Search the records for the word "tunnel" and copy every line in which it occurs.

"""

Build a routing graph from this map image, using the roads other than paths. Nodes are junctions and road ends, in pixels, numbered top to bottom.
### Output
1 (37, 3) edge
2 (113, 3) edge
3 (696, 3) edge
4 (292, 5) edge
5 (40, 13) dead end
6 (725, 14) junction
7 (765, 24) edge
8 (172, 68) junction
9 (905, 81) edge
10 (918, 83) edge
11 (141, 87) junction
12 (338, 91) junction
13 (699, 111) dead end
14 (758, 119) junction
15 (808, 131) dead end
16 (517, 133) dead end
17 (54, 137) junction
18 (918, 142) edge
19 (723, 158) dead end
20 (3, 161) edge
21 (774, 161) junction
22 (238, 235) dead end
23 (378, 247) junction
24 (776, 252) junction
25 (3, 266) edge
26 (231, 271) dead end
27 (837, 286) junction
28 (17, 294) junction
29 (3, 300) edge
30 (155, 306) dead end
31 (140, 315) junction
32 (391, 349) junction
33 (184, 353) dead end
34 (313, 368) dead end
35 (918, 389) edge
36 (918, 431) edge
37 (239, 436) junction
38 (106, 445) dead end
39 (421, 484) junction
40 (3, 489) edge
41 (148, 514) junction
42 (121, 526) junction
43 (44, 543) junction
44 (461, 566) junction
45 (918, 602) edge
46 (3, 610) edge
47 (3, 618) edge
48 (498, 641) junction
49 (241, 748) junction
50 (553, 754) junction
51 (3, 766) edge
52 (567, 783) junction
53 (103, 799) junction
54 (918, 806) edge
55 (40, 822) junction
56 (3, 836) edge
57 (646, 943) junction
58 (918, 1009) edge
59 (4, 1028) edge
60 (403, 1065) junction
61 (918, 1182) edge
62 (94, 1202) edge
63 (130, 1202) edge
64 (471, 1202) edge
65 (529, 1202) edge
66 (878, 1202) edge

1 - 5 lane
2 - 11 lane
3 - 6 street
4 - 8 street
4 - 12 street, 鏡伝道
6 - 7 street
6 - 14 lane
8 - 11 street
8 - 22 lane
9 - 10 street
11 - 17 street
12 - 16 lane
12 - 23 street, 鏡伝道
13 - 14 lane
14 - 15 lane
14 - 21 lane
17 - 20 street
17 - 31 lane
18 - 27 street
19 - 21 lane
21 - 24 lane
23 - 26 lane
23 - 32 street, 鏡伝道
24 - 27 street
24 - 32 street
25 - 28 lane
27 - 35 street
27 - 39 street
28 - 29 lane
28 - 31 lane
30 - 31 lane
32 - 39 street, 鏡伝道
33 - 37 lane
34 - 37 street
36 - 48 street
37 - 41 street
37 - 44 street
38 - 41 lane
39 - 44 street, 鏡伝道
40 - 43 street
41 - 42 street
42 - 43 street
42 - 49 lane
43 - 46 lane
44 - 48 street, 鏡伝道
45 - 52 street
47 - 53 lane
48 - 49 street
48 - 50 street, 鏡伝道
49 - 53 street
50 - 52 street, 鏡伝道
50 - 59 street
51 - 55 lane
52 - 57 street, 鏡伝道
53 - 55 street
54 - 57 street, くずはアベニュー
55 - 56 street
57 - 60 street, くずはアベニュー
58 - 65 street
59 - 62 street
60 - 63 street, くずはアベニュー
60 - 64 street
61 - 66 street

"""
"""

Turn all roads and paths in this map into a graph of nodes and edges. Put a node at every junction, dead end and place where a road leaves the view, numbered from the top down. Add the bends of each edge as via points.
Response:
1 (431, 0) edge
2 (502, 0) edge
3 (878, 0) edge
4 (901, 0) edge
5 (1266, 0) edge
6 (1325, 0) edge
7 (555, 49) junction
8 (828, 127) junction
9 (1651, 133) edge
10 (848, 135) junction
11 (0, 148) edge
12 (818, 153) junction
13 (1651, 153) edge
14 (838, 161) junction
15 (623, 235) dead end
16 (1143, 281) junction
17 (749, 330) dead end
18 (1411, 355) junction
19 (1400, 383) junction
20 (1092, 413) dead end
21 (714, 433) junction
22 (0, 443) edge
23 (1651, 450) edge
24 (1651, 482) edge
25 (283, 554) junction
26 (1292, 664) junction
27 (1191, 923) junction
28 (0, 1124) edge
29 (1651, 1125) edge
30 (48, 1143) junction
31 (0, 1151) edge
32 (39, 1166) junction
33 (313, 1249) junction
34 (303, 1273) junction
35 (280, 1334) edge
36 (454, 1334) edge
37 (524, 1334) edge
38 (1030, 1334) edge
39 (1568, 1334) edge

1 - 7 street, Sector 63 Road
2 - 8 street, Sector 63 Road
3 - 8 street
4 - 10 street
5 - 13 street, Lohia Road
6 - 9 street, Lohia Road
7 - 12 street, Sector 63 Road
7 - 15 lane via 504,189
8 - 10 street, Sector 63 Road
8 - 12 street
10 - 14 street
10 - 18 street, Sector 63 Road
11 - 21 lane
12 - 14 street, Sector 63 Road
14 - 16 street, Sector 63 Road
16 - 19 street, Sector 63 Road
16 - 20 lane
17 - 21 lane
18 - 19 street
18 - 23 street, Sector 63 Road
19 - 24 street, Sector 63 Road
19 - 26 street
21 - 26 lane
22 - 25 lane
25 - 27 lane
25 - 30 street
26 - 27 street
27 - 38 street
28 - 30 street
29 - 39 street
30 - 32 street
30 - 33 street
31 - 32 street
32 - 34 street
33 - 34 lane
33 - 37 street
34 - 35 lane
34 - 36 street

"""
"""

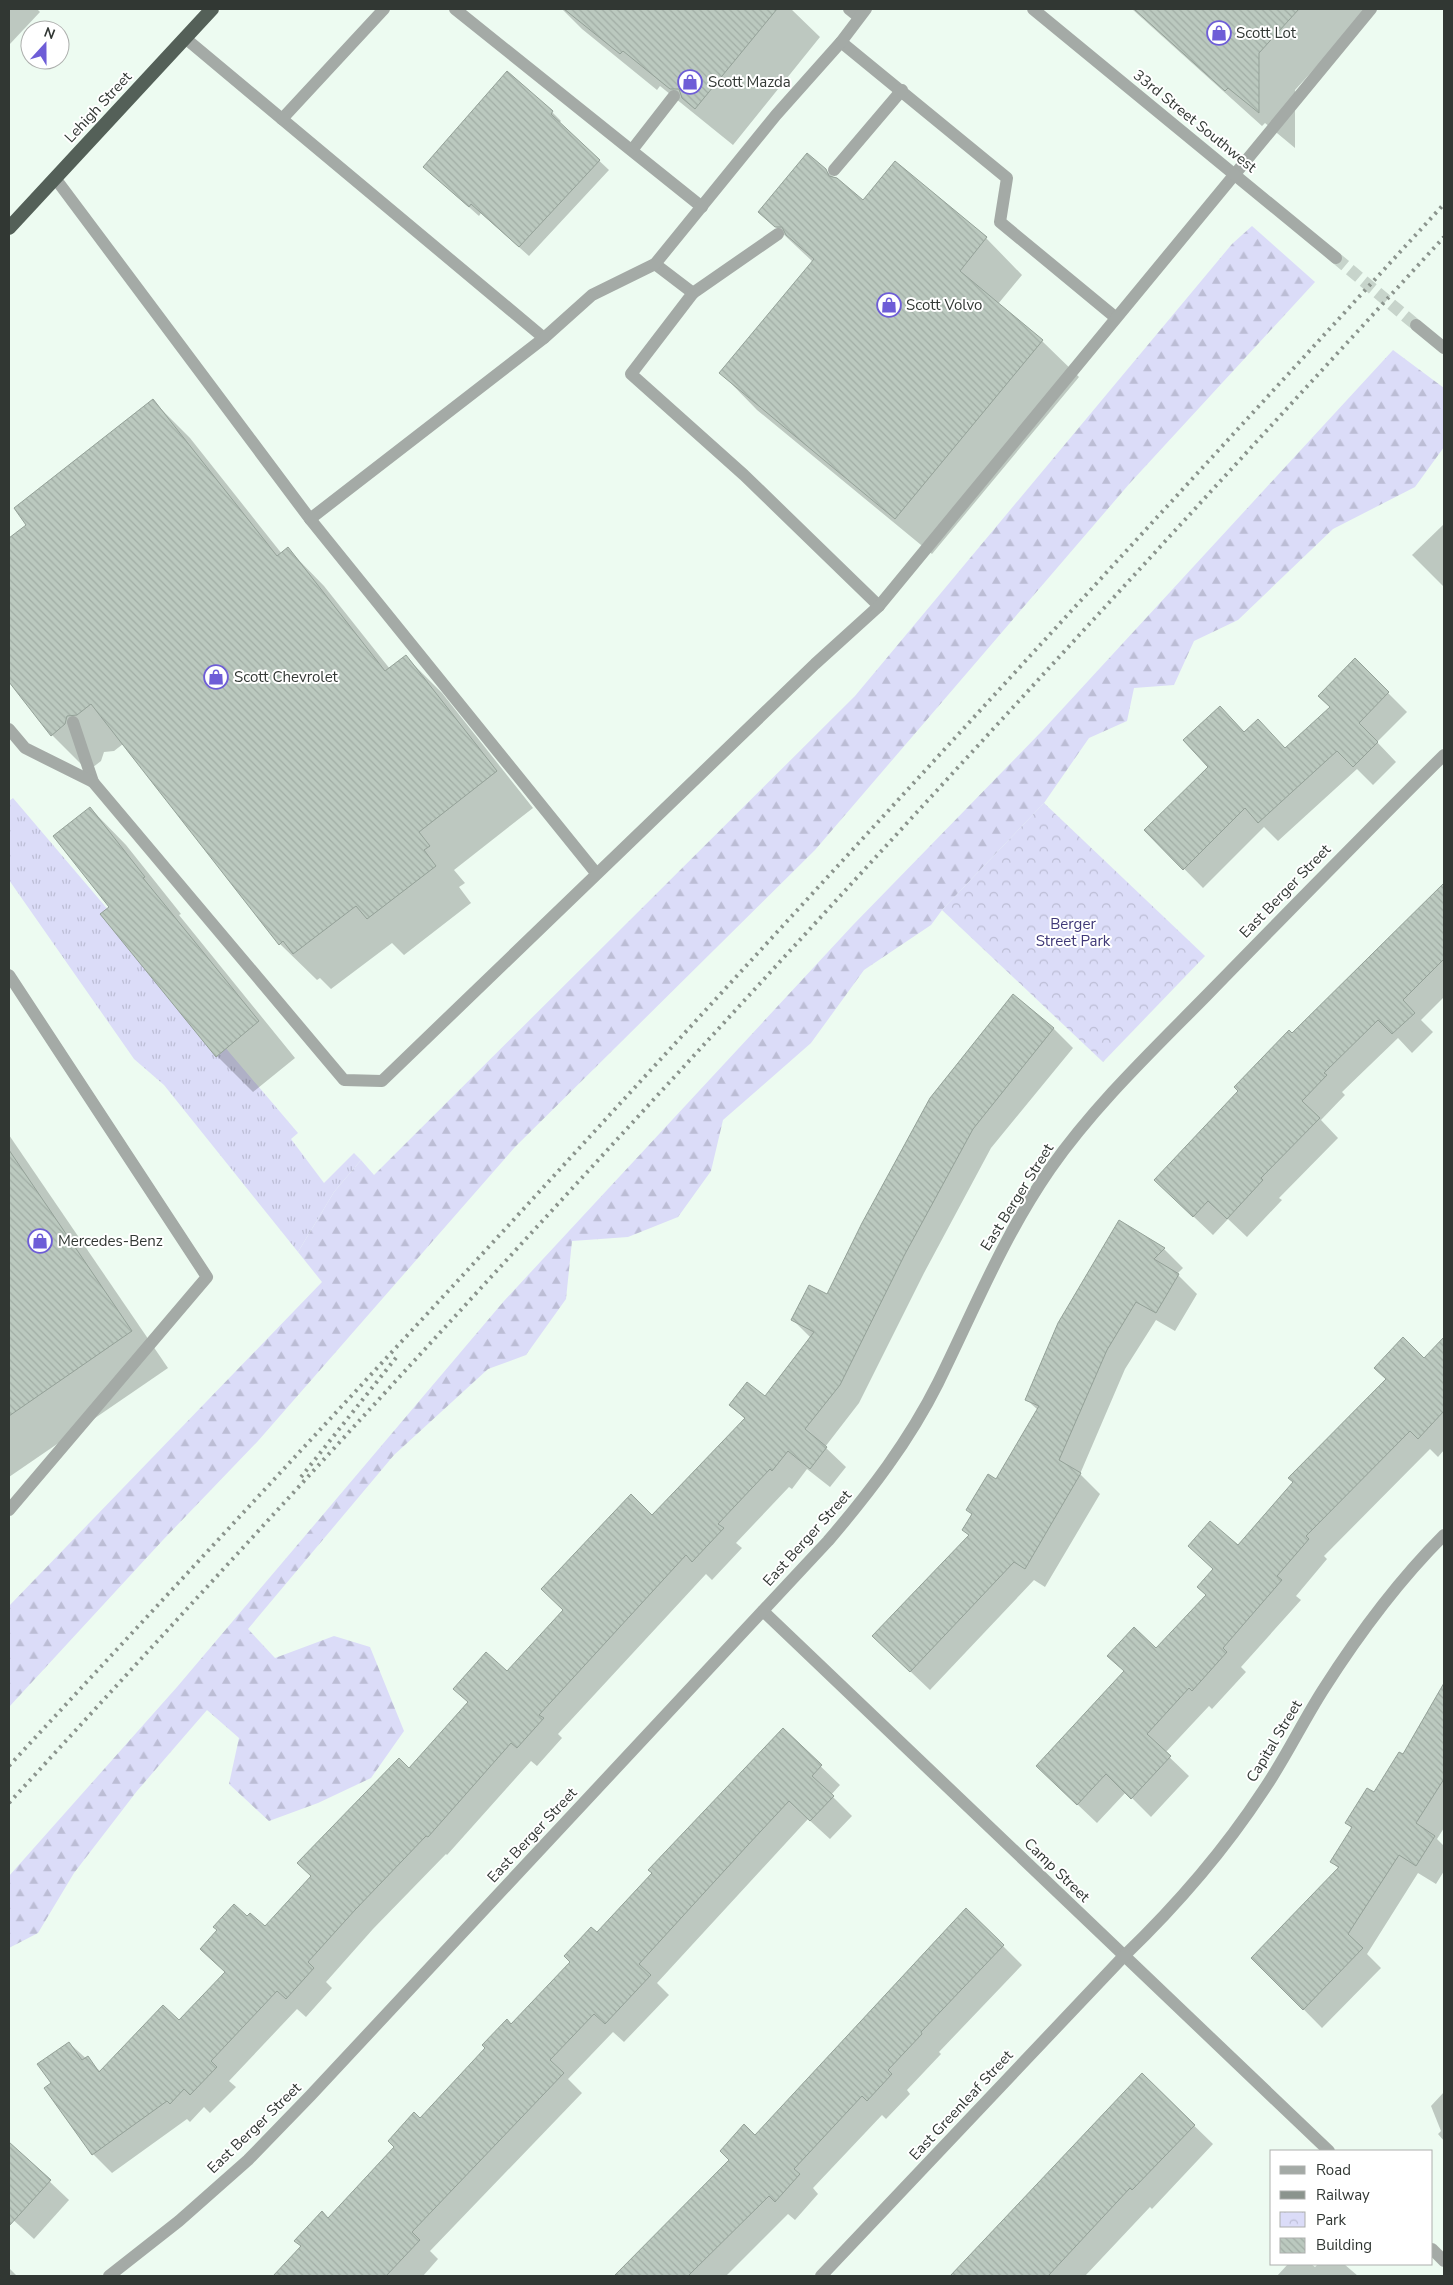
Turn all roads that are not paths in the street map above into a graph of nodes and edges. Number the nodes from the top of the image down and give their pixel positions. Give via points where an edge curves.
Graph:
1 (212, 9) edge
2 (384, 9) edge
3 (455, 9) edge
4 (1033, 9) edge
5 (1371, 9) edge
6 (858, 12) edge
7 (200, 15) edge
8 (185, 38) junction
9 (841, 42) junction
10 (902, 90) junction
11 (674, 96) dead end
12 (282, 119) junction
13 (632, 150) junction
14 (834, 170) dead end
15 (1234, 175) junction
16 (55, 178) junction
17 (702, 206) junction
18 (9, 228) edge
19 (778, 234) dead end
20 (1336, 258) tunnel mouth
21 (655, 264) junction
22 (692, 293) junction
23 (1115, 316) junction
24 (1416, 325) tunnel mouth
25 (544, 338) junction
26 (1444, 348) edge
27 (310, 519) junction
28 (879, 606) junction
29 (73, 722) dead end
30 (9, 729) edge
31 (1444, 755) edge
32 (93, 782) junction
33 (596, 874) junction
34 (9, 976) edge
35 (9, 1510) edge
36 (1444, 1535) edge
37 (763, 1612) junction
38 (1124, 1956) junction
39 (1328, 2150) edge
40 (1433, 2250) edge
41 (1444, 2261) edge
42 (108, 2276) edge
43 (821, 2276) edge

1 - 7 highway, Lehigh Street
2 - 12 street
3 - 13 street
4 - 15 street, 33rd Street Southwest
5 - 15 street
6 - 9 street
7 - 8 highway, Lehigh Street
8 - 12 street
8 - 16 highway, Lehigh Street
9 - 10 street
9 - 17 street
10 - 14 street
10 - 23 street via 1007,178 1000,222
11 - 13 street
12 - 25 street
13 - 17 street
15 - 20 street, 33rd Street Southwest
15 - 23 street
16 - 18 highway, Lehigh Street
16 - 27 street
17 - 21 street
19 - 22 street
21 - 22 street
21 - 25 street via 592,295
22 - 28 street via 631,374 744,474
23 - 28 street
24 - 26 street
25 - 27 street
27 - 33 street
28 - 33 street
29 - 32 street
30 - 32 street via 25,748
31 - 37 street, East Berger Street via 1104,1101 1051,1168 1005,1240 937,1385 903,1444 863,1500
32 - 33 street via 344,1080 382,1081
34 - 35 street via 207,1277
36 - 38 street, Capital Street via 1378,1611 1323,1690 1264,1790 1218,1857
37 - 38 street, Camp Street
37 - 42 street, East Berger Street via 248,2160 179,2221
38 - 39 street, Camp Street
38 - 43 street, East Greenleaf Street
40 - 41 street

"""

Your response -
20 (1336, 258) tunnel mouth
24 (1416, 325) tunnel mouth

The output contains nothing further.